About this task
Show all lines of the entries in which the word "Circle" is found.

Saved data entries:
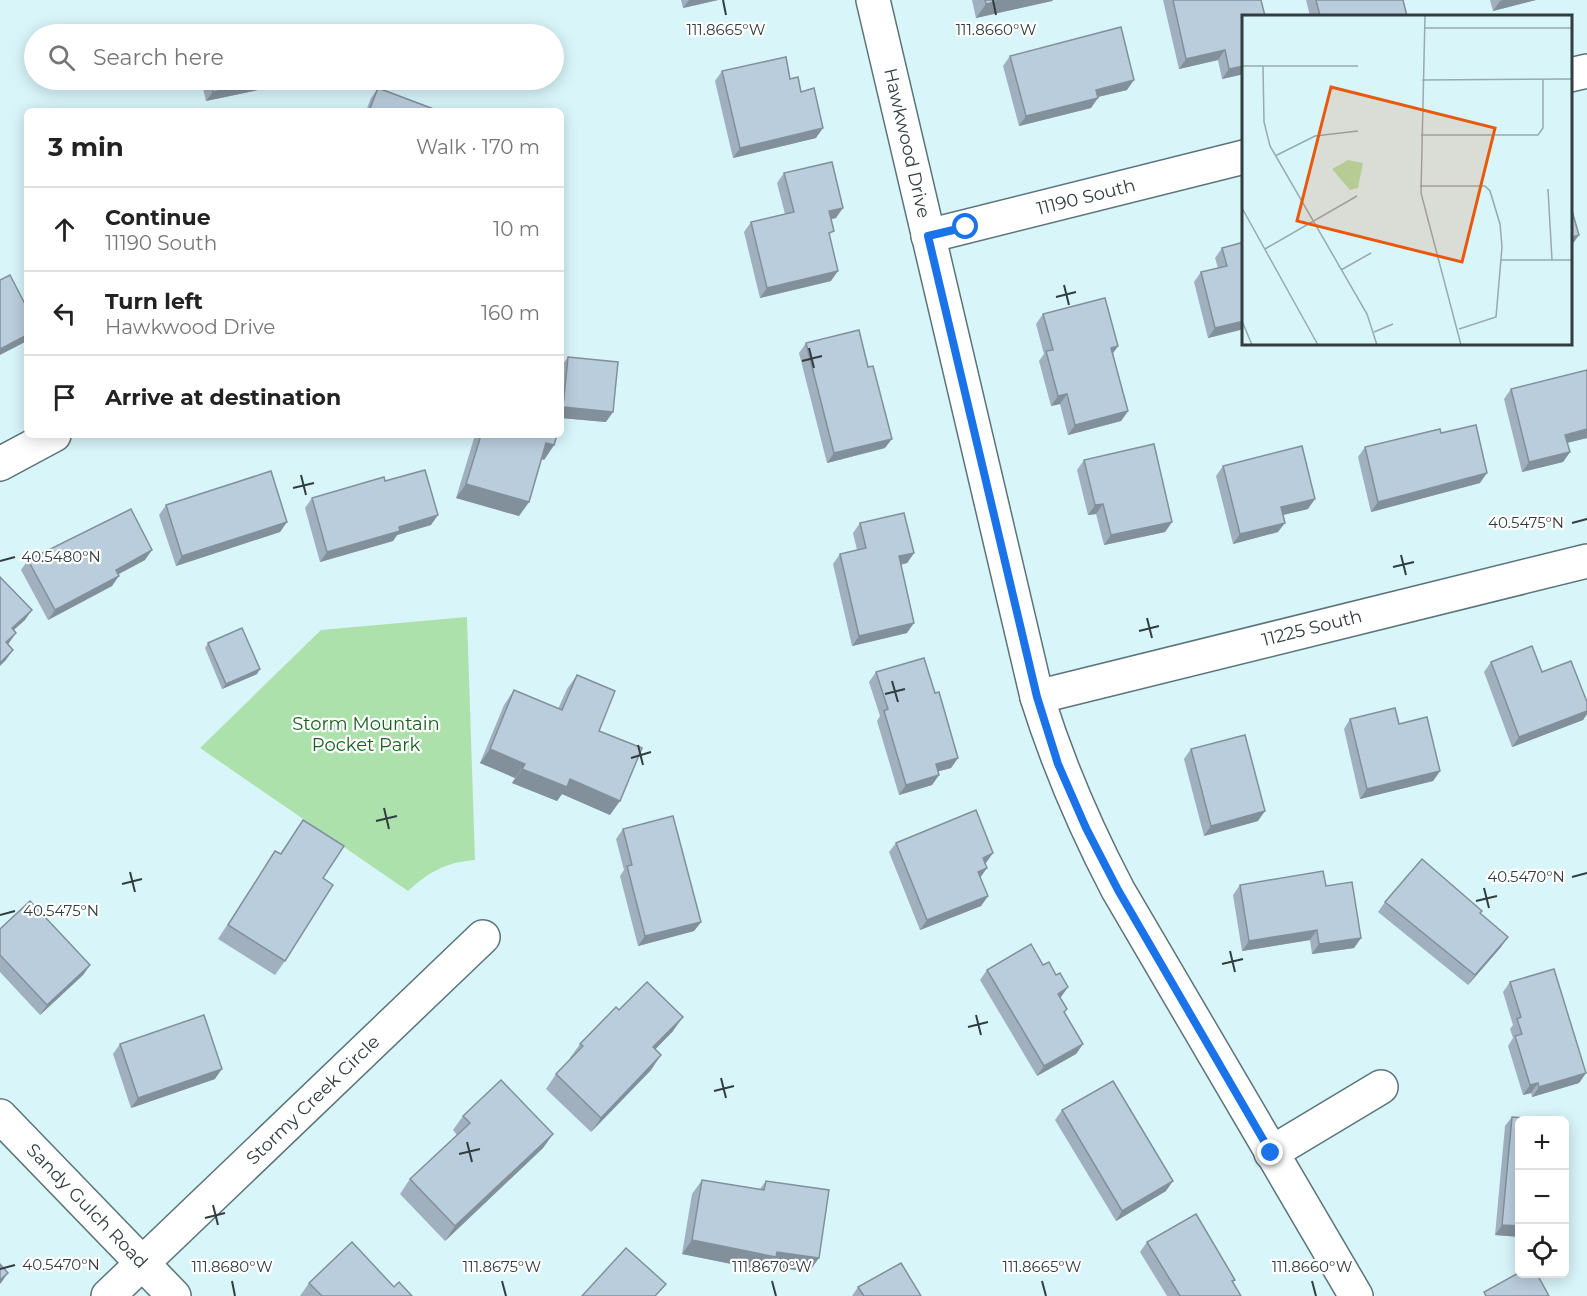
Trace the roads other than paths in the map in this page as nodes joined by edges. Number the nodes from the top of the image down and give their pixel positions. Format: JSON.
{"nodes":[{"id":1,"x":873,"y":0,"type":"edge"},
{"id":2,"x":1587,"y":71,"type":"edge"},
{"id":3,"x":1572,"y":75,"type":"edge"},
{"id":4,"x":1242,"y":158,"type":"edge"},
{"id":5,"x":928,"y":236,"type":"junction"},
{"id":6,"x":48,"y":438,"type":"edge"},
{"id":7,"x":0,"y":464,"type":"edge"},
{"id":8,"x":1587,"y":561,"type":"edge"},
{"id":9,"x":1037,"y":697,"type":"junction"},
{"id":10,"x":483,"y":937,"type":"dead end"},
{"id":11,"x":1382,"y":1087,"type":"dead end"},
{"id":12,"x":0,"y":1116,"type":"edge"},
{"id":13,"x":1271,"y":1153,"type":"junction"},
{"id":14,"x":142,"y":1263,"type":"junction"},
{"id":15,"x":108,"y":1296,"type":"edge"},
{"id":16,"x":174,"y":1296,"type":"edge"},
{"id":17,"x":1356,"y":1296,"type":"edge"}],
"edges":[{"from":1,"to":5,"type":"street","name":"Hawkwood Drive"},
{"from":2,"to":3,"type":"street"},
{"from":4,"to":5,"type":"street","name":"11190 South"},
{"from":5,"to":9,"type":"street","name":"Hawkwood Drive"},
{"from":6,"to":7,"type":"street"},
{"from":8,"to":9,"type":"street","name":"11225 South"},
{"from":9,"to":13,"type":"street","name":"Hawkwood Drive"},
{"from":10,"to":14,"type":"street","name":"Stormy Creek Circle"},
{"from":11,"to":13,"type":"street"},
{"from":12,"to":14,"type":"street","name":"Sandy Gulch Road"},
{"from":13,"to":17,"type":"street","name":"Hawkwood Drive"},
{"from":14,"to":15,"type":"street","name":"Stormy Creek Circle"},
{"from":14,"to":16,"type":"street","name":"Sandy Gulch Road"}]}
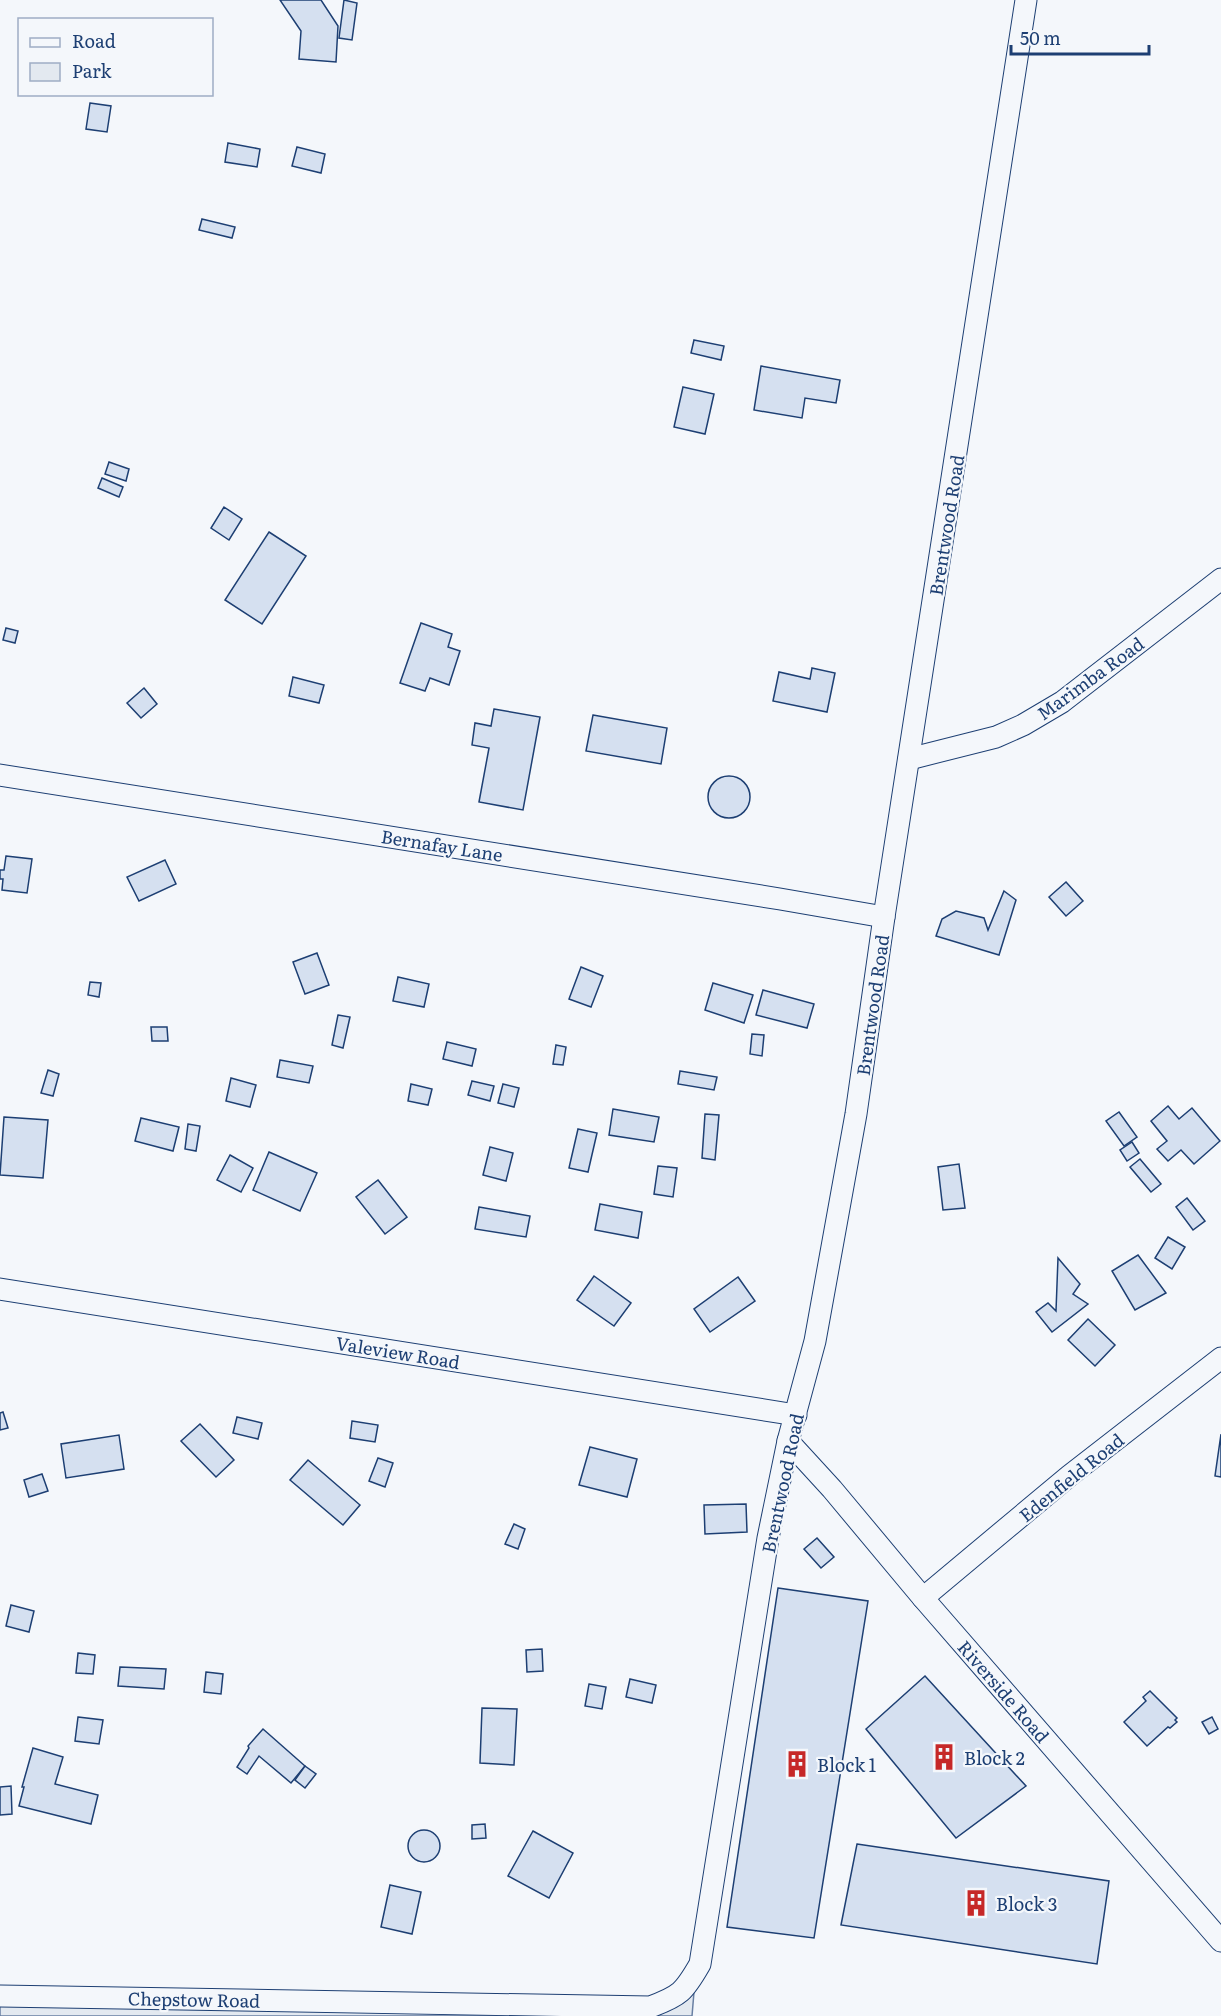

Response for this exercise
{"from":10,"to":14,"type":"street","name":"Stormy Creek Circle"},
{"from":14,"to":15,"type":"street","name":"Stormy Creek Circle"},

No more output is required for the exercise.